*** Block opens ***

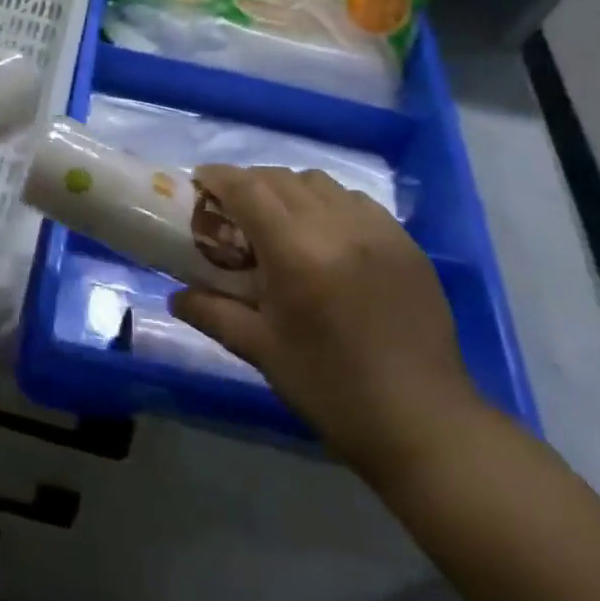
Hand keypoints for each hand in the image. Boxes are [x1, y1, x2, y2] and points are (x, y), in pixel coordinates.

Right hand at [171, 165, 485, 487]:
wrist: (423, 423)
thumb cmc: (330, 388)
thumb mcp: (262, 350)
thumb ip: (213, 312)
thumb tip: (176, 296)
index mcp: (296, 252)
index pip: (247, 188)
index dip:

*** Block closes ***
*** Block opens ***

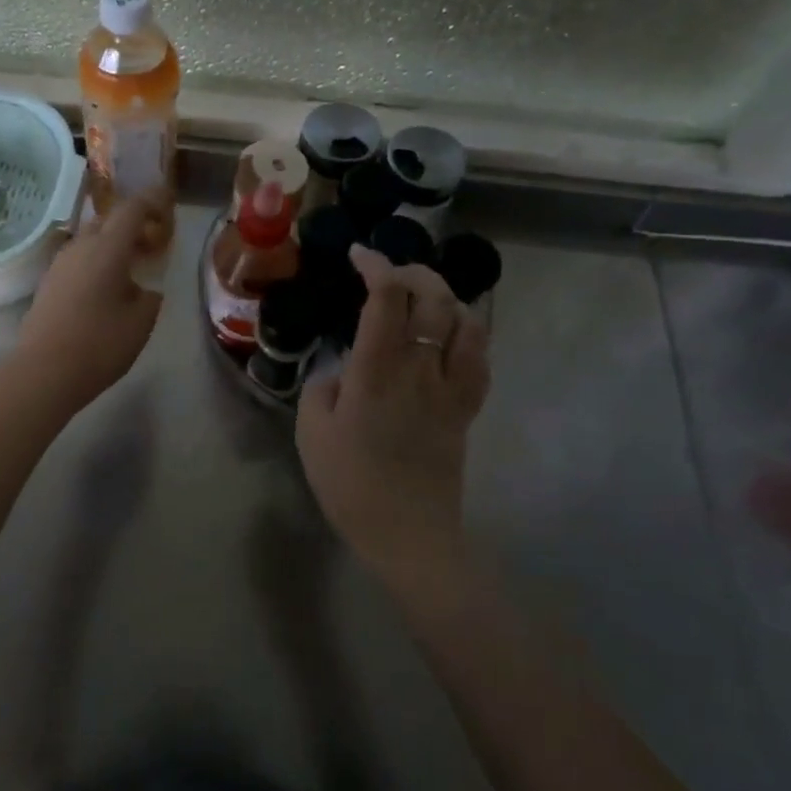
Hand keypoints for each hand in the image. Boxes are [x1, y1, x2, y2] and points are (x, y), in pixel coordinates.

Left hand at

*** Block closes ***

- **Task details**: Your task is to return each line of the data above that contains the string "thumb".

- **Written answer**:
thumb cmc: (330, 388)
thumb mcp: (262, 350)
thumb ip: (213, 312)
thumb tip: (176, 296)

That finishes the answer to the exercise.